• TO DO: From the records below, copy every line that contains the word "الكبير".

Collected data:
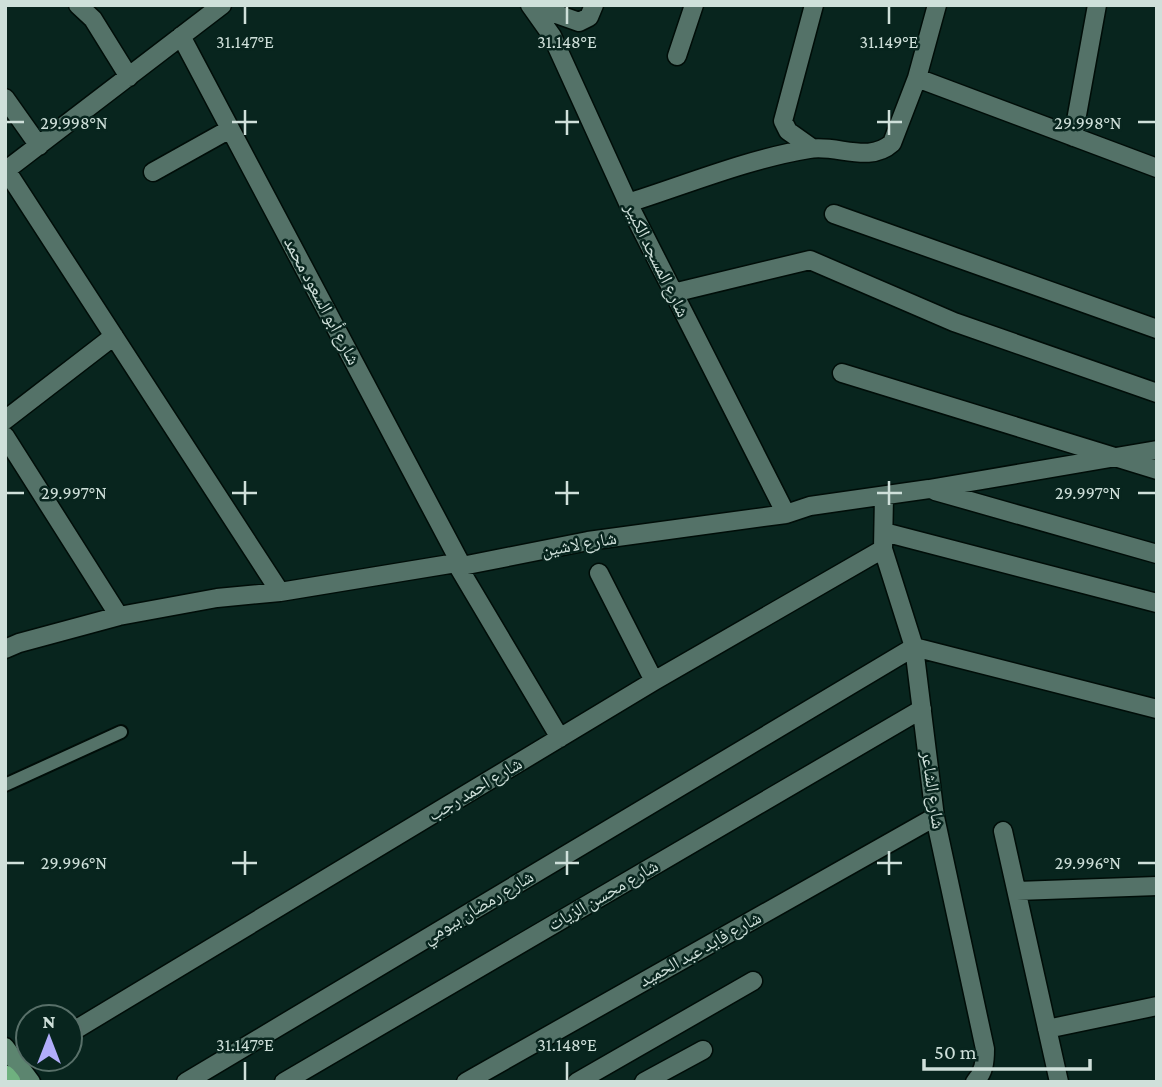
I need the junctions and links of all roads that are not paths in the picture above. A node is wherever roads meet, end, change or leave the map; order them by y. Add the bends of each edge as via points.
1 (78, 5) edge
2 (222, 5) edge
3 (531, 5) edge
4 (594, 5) edge
5 (694, 5) edge
6 (814, 5) edge
7 (937, 5) edge
8 (1097, 5) edge
9 (181, 36) junction
10 (677, 56) dead end
11 (129, 77) junction
12 (917, 78) junction
13 (5, 98) edge
14 (230, 129) junction
15 (1073, 137) junction
16 (39, 146) junction
17 (812, 148) junction
18 (1157, 168) edge
19 (6, 170) edge
20 (153, 172) dead end
21 (628, 203) junction
22 (834, 214) dead end
23 (673, 293) junction
24 (1157, 329) edge
25 (114, 336) junction
26 (842, 373) dead end
27 (1157, 393) edge
28 (5, 420) edge
29 (5, 436) edge
30 (1157, 450) edge
31 (1114, 457) junction
32 (1157, 470) edge
33 (929, 489) junction
34 (884, 496) junction
35 (786, 514) junction
36 (883, 541) junction
37 (1157, 554) edge
38 (459, 565) junction
39 (599, 573) dead end
40 (280, 592) junction
41 (1157, 603) edge
42 (119, 616) junction
43 (914, 646) junction
44 (5, 649) edge
45 (654, 681) junction
46 (922, 709) junction
47 (1157, 709) edge
48 (121, 732) dead end
49 (560, 738) junction
50 (5, 785) edge
51 (935, 817) junction
52 (1003, 831) dead end
53 (1157, 886) edge
54 (1017, 891) junction
55 (753, 981) dead end
56 (1157, 1006) edge
57 (84, 1025) edge
58 (1047, 1029) junction
59 (5, 1047) edge
60 (703, 1050) dead end
61 (14, 1068) edge
62 (186, 1082) edge
63 (284, 1082) edge
64 (466, 1082) edge
65 (577, 1082) edge
66 (643, 1082) edge
67 (975, 1082) edge
68 (1059, 1082) edge

1 - 11 street via 93,19
2 - 9 street
3 - 4 street via 579,22 589,17
3 - 21 street, شارع المسجد الكبير via 552,36
5 - 10 street
6 - 17 street via 783,121 788,131
7 - 12 street
8 - 15 street
9 - 11 street
9 - 14 street, شارع أبو السعود محمد
11 - 16 street
12 - 15 street
12 - 17 street via 892,144 885,149 867,154
13 - 16 street
14 - 20 street
14 - 38 street, شارع أبو السعود محمد
15 - 18 street
16 - 19 street
17 - 21 street
19 - 25 street
21 - 23 street, شارع المسجد الكبير
22 - 24 street
23 - 27 street via 810,260 962,325
23 - 35 street, شارع المسجد الكبير
25 - 28 street
25 - 40 street
26 - 31 street
29 - 42 street
30 - 31 street, شارع لاشين
31 - 32 street
31 - 33 street, شارع لاشين
33 - 34 street, شارع لاشين
33 - 37 street
34 - 35 street, شارع لاشين via 810,506
34 - 36 street, شارع الشاعر
35 - 38 street, شارع لاشين via 587,541
36 - 41 street
36 - 43 street, شارع الشاعر
36 - 45 street, شارع احمد رجب
38 - 40 street, شارع لاشين
38 - 49 street, شارع أبو السعود محمد
39 - 45 street
40 - 42 street, شارع لاشين
42 - 44 street, شارع لاشين
43 - 46 street, شارع الشاعر
43 - 47 street
43 - 62 street, شارع رمضان بيومي
45 - 49 street, شارع احمد رجب
46 - 51 street, شارع الشاعر
46 - 63 street, شارع محسن الزيات
48 - 50 lane
49 - 57 street, شارع احمد رجب
51 - 64 street, شارع فايد عبد الحميد
51 - 67 street, شارع الشاعر via 985,1049 985,1062
52 - 54 street
53 - 54 street
54 - 58 street
55 - 65 street
56 - 58 street
58 - 68 street
59 - 61 main road
60 - 66 street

• FINISHED EXERCISE:
3 - 21 street, شارع المسجد الكبير via 552,36
21 - 23 street, شارع المسجد الكبير
23 - 35 street, شارع المسجد الكبير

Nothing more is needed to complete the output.